Directions for this task:
Once the pictures are set aside, reproduce the remaining data exactly.

Provided material:

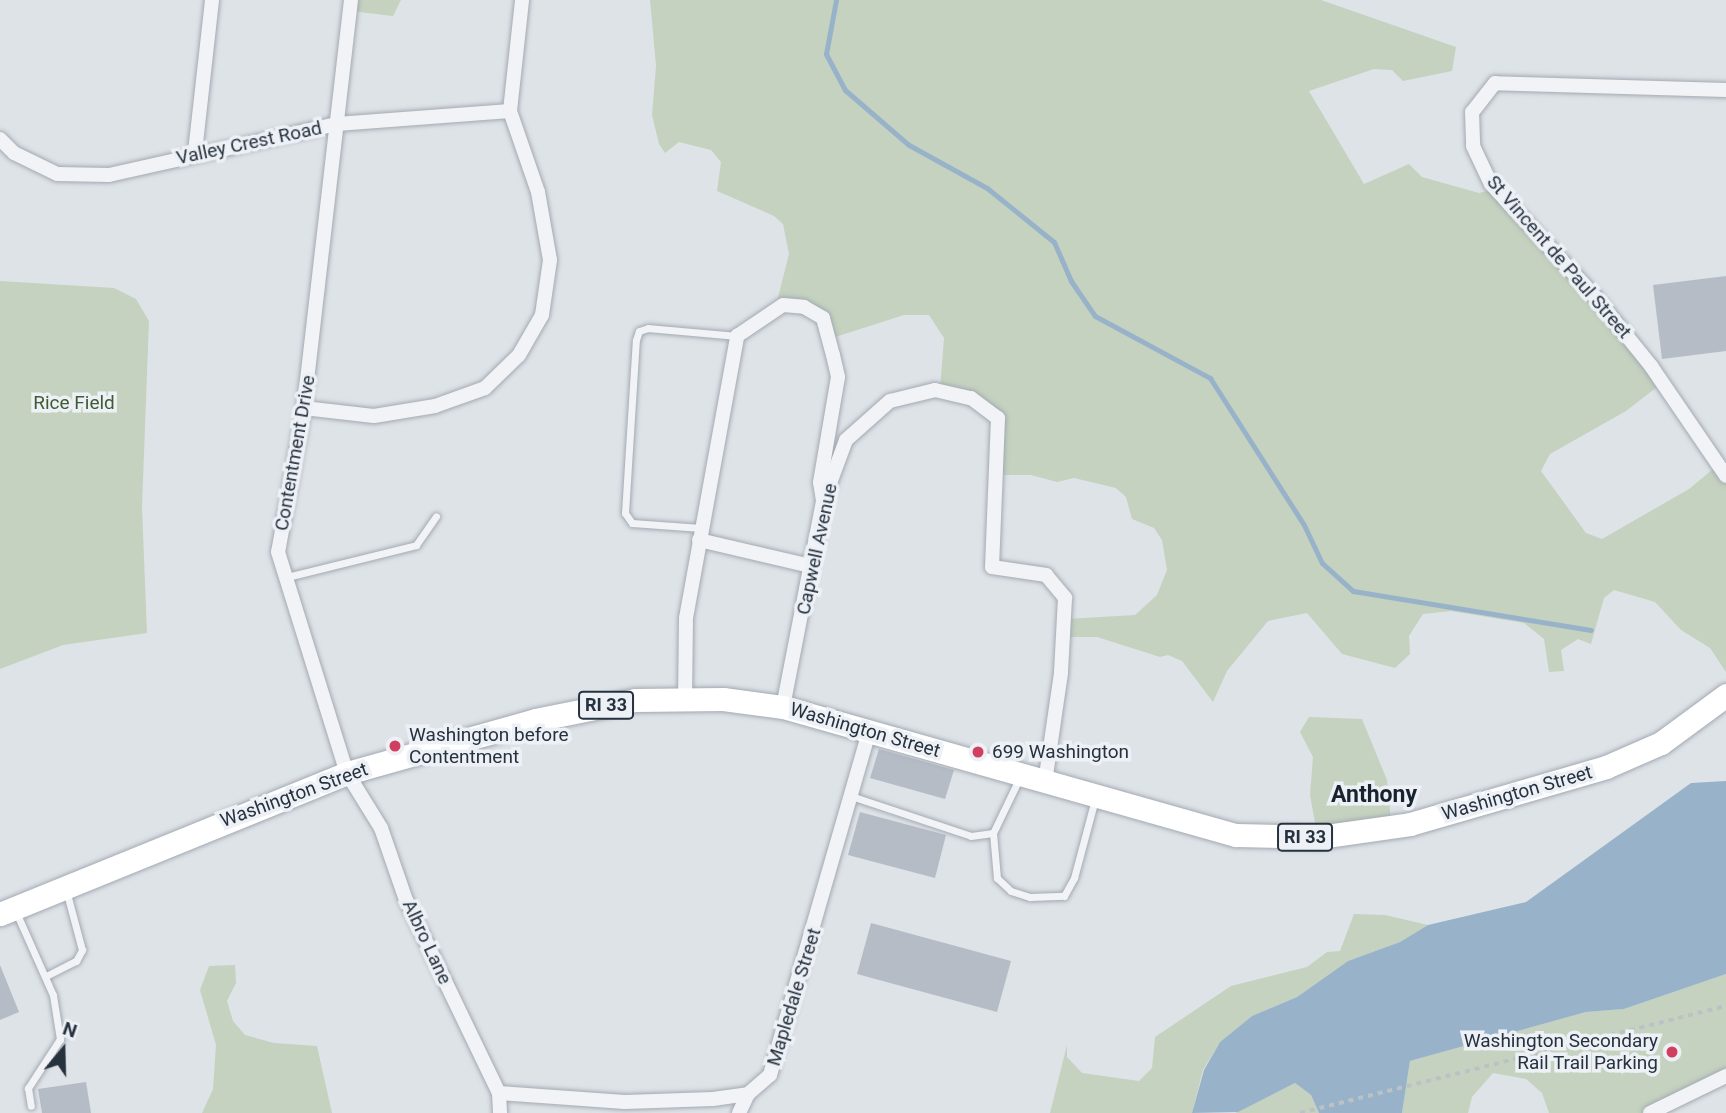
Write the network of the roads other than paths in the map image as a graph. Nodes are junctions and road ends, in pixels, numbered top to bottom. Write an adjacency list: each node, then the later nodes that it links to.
1 (212, 0): 8 (street)
2 (351, 0): 6 (street, Contentment Drive)
3 (522, 0): 5 (street)
4 (1726, 90): 11 (street, St Vincent de Paul Street)
5 (510, 111): 6 (street, Valley Crest Road); 10 (street)
6 (337, 124): 8 (street, Valley Crest Road); 10 (street, Contentment Drive)
7 (0, 139): 8 (street, Valley Crest Road)
8 (195, 152)
9 (737, 336): 12 (street); 14 (street); 14 (lane)
10 (304, 408): 16 (street, Contentment Drive)
11 (1726, 476)
12 (823, 502): 15 (street, Capwell Avenue); 23 (street, Capwell Avenue)
13 (436, 516): 16 (lane)
14 (700, 534): 15 (street); 18 (street)
15 (811, 566): 19 (street, Capwell Avenue)
16 (286, 577): 21 (street, Contentment Drive)
17 (1726, 695): 25 (main road, Washington Street / RI 33)
18 (685, 700): 19 (main road, Washington Street / RI 33); 21 (main road, Washington Street / RI 33)
19 (783, 707): 20 (main road, Washington Street / RI 33)
20 (869, 731): 22 (main road, Washington Street / RI 33); 24 (street, Mapledale Street)
21 (346, 773): 27 (main road, Washington Street / RI 33); 31 (street, Albro Lane)
22 (1020, 775): 23 (main road, Washington Street / RI 33); 26 (lane)
23 (1045, 783): 25 (main road, Washington Street / RI 33)
24 (851, 796): 26 (lane); 32 (street, Mapledale Street)
25 (1096, 798): 26 (lane)
26 (993, 833)
27 (65, 887): 28 (main road, Washington Street / RI 33); 29 (lane)
28 (7, 911): 29 (lane)
29 (46, 976): 33 (lane)
30 (1726, 1076): 36 (street)
31 (499, 1093): 32 (street); 34 (street, Albro Lane)
32 (748, 1094): 35 (street, Mapledale Street)
33 (30, 1106)
34 (500, 1113)
35 (739, 1113)
36 (1650, 1113)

Task result:
Write the network of the roads other than paths in the map image as a graph. Nodes are junctions and road ends, in pixels, numbered top to bottom. Write an adjacency list: each node, then the later nodes that it links to.
1 (212, 0): 8 (street)
2 (351, 0): 6 (street, Contentment Drive)
3 (522, 0): 5 (street)
4 (1726, 90): 11 (street, St Vincent de Paul Street)
5 (510, 111): 6 (street, Valley Crest Road); 10 (street)
6 (337, 124): 8 (street, Valley Crest Road); 10 (street, Contentment Drive)
7 (0, 139): 8 (street, Valley Crest Road)
8 (195, 152)
9 (737, 336): 12 (street); 14 (street); 14 (lane)
10 (304, 408): 16 (street, Contentment Drive)
11 (1726, 476)
12 (823, 502): 15 (street, Capwell Avenue); 23 (street, Capwell Avenue)
13 (436, 516): 16 (lane)
14 (700, 534): 15 (street); 18 (street)
15 (811, 566): 19 (street, Capwell Avenue)
16 (286, 577): 21 (street, Contentment Drive)
17 (1726, 695): 25 (main road, Washington Street / RI 33)
18 (685, 700): 19 (main road, Washington Street / RI 33); 21 (main road, Washington Street / RI 33)
19 (783, 707): 20 (main road, Washington Street / RI 33)
20 (869, 731): 22 (main road, Washington Street / RI 33); 24 (street, Mapledale Street)
21 (346, 773): 27 (main road, Washington Street / RI 33); 31 (street, Albro Lane)
22 (1020, 775): 23 (main road, Washington Street / RI 33); 26 (lane)
23 (1045, 783): 25 (main road, Washington Street / RI 33)
24 (851, 796): 26 (lane); 32 (street, Mapledale Street)
25 (1096, 798): 26 (lane)
26 (993, 833)
27 (65, 887): 28 (main road, Washington Street / RI 33); 29 (lane)
28 (7, 911): 29 (lane)
29 (46, 976): 33 (lane)
30 (1726, 1076): 36 (street)
31 (499, 1093): 32 (street); 34 (street, Albro Lane)
32 (748, 1094): 35 (street, Mapledale Street)
33 (30, 1106)
34 (500, 1113)
35 (739, 1113)
36 (1650, 1113)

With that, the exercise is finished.